The School of Diplomacy or School of Vertical and Horizontal [Alliances] (縱橫家/纵横家; Zonghengjia) specialized in diplomatic politics; Zhang Yi was a representative thinker. This school focused on practical matters instead of any moral principle, so it stressed political and diplomatic tactics, and debate and lobbying skill. Scholars from this school were good orators, debaters and tacticians.

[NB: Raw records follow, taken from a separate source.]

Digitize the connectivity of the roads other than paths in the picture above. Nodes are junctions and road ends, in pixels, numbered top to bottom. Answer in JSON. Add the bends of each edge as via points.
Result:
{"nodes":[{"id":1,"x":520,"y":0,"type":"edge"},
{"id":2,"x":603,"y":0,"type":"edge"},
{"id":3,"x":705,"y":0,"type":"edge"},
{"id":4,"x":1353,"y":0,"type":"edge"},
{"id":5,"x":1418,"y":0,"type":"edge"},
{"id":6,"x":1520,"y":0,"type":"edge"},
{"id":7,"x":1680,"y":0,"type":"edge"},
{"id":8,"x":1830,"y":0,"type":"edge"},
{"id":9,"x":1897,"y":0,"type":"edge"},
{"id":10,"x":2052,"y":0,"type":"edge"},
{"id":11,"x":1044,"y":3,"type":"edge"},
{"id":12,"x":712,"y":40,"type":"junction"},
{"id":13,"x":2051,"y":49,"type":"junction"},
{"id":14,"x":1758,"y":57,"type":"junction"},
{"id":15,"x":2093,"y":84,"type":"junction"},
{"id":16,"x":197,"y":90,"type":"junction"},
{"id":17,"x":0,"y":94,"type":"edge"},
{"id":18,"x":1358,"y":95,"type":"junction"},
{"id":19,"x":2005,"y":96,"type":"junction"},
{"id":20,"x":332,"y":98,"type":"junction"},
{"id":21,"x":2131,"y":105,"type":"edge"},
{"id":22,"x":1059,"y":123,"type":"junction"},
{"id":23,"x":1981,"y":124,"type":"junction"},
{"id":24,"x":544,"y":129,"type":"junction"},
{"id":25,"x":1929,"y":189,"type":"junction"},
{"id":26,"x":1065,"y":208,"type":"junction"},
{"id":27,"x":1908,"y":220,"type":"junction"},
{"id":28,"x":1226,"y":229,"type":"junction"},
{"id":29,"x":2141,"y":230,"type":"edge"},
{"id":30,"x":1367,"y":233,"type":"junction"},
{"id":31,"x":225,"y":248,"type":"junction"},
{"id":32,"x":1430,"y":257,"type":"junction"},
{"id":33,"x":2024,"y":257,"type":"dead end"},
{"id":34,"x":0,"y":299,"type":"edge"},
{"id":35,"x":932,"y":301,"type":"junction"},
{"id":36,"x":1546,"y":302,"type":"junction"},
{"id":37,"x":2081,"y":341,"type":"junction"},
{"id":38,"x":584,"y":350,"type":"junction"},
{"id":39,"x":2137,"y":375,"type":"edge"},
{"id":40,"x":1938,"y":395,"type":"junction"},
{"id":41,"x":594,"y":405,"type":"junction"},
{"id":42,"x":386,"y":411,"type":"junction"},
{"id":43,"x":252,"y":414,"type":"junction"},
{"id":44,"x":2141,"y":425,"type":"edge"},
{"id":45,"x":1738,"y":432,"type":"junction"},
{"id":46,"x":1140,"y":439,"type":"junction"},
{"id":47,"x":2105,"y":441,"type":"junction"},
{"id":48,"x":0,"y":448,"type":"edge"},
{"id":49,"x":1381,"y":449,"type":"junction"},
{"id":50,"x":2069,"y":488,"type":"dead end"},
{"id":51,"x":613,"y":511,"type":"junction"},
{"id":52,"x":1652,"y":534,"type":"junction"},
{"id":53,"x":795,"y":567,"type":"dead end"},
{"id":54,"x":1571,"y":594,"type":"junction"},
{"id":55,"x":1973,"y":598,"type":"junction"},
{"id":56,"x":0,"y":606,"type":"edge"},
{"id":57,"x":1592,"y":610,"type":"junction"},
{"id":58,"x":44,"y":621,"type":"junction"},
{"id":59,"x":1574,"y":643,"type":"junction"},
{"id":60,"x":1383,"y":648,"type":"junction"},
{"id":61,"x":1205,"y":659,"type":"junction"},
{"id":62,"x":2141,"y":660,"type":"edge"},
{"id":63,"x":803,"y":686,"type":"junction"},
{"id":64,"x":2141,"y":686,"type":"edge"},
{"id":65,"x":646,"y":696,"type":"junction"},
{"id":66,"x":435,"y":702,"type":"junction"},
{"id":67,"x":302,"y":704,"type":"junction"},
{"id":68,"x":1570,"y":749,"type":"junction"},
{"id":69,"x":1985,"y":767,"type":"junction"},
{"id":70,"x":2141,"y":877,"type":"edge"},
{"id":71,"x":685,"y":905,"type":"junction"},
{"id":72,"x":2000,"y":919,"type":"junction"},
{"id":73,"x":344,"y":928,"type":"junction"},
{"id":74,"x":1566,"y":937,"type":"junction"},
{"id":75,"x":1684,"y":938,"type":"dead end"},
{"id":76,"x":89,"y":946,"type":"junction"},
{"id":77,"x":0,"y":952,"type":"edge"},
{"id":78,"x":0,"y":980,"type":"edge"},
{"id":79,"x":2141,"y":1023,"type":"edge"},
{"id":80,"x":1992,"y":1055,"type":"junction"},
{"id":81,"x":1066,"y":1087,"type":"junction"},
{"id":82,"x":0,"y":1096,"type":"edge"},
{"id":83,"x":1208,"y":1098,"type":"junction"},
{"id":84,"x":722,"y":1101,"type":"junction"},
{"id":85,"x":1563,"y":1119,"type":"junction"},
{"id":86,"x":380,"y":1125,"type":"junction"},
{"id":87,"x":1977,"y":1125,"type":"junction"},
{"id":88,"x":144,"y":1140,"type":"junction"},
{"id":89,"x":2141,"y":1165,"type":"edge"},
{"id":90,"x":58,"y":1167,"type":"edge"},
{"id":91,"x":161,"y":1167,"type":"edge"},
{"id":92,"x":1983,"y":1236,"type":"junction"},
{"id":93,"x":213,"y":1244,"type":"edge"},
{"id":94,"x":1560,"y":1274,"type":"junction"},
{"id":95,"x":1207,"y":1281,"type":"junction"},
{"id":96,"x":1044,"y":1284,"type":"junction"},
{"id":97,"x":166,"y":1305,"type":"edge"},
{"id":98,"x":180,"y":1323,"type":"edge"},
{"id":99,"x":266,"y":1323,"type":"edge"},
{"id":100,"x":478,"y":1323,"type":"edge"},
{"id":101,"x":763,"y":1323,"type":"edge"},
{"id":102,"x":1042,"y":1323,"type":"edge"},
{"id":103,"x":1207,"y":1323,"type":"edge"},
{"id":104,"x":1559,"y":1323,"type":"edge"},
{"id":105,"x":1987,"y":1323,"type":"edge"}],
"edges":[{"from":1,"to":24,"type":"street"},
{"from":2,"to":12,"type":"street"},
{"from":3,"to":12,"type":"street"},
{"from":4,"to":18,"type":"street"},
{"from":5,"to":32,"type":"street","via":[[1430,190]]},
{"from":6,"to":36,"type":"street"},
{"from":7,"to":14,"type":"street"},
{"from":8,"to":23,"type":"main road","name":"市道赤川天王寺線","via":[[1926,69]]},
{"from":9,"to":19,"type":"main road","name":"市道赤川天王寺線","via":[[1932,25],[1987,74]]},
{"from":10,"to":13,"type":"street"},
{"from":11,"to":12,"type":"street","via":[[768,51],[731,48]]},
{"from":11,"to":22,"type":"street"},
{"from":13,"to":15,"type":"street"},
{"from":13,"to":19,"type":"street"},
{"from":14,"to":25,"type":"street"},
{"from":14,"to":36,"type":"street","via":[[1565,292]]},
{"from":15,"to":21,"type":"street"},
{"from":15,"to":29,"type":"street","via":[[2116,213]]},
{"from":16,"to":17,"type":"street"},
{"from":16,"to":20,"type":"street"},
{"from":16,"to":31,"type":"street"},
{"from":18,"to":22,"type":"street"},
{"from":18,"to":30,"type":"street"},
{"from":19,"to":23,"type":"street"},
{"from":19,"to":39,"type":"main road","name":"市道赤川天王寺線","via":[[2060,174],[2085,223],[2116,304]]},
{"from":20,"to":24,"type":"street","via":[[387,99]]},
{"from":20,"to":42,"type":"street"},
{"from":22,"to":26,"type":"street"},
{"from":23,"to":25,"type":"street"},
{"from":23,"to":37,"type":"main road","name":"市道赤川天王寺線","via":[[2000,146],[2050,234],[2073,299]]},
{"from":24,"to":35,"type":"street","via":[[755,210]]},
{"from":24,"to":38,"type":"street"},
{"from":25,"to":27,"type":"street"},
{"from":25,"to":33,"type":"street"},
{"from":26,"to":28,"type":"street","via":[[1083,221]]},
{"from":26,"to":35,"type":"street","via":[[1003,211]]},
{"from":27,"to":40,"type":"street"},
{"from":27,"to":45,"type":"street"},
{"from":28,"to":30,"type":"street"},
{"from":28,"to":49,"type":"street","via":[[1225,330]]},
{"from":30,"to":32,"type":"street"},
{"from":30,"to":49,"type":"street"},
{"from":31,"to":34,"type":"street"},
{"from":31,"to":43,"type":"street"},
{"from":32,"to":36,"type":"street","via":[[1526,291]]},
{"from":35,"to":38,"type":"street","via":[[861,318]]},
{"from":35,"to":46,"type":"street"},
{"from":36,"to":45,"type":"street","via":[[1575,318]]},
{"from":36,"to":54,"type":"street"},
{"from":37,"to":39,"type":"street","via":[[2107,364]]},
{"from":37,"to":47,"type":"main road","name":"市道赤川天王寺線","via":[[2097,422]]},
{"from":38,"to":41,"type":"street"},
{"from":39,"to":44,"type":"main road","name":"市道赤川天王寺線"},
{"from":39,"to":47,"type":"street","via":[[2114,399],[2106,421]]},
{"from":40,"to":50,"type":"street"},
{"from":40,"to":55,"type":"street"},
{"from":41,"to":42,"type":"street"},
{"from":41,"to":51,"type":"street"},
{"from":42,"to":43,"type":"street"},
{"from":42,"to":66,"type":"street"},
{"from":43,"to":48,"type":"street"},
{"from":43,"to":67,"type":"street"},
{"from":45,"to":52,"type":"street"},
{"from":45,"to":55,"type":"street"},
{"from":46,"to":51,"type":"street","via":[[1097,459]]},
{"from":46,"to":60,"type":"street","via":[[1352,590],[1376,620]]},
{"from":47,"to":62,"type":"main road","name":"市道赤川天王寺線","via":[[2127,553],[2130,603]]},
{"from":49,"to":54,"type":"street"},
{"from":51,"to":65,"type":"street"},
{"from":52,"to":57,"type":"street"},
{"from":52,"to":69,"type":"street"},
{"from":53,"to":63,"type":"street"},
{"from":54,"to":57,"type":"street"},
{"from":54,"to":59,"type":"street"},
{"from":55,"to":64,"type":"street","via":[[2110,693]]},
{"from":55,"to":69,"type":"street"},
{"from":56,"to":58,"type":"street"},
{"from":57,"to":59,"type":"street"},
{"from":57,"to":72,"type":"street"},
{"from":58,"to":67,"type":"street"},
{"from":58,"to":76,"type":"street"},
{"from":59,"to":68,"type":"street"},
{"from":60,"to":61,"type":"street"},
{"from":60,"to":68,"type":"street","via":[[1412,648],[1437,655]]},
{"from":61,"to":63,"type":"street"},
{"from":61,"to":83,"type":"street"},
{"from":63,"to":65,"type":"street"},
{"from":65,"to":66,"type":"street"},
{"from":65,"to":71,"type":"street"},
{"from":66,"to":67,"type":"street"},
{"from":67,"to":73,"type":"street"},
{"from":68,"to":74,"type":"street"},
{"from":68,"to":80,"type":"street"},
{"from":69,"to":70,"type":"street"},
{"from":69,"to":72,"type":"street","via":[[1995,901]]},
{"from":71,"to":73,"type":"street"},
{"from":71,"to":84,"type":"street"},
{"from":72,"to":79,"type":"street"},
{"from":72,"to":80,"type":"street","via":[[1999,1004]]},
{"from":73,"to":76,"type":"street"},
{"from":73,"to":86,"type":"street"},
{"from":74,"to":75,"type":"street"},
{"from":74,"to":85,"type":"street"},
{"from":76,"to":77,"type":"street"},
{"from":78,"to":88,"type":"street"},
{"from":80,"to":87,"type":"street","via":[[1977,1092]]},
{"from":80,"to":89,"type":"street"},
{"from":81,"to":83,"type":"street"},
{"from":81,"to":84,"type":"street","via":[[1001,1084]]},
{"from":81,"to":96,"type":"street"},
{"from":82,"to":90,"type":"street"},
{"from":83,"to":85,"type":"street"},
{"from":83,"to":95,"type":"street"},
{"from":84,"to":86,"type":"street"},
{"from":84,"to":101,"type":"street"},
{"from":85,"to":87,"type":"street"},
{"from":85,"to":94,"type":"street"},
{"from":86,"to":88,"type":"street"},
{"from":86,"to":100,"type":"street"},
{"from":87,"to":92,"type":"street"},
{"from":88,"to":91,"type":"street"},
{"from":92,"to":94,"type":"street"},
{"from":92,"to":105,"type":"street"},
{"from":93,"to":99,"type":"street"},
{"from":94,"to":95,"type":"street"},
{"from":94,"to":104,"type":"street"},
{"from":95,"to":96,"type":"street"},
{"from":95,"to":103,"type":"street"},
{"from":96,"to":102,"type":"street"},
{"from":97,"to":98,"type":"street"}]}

The Miscellaneous School (雜家/杂家; Zajia) integrated teachings from different schools; for instance, Lü Buwei found scholars from different schools to write a book called Lüshi Chunqiu (呂氏春秋) cooperatively. This school tried to integrate the merits of various schools and avoid their perceived flaws. Thus, the thought of this school lacked originality.
The School of "Minor-talks" (小說家/小说家; Xiaoshuojia) was not a unique school of thought.
Indeed, all the thoughts which was discussed by and originated from non-famous people on the street were included into this school. At that time, there were some government officials responsible for collecting ideas from non-famous people on the street and report to their senior. This was where this school originated from. This also explains its Chinese name, which literally means "school of minor-talks".
Another group is the School of the Military (兵家; Bingjia) that studied warfare and strategy; Sunzi and Sun Bin were influential leaders. However, this school was not one of the "Ten Schools" defined by Hanshu.
History and origins
From the Taishigong Zixu of Shiji and Yiwenzhi of Hanshu the schools are developed from Zhou Dynasty
officials. The Burning of books and burying of scholars
banned people to keep most of their texts. The texts officially kept might be burned with the Qin Palace by Xiang Yu
. From the Yiwenzhi, there are still many officially kept texts in the Former Han Dynasty
, and some are written by Han dynasty
people. The Wudi
of Han ordered the study of the Confucian classics the basis of the government examination system and the core of the educational curriculum; there were little students to these schools except a few and many texts were lost later. Their thoughts can only be seen in the existing texts and newly discovered texts.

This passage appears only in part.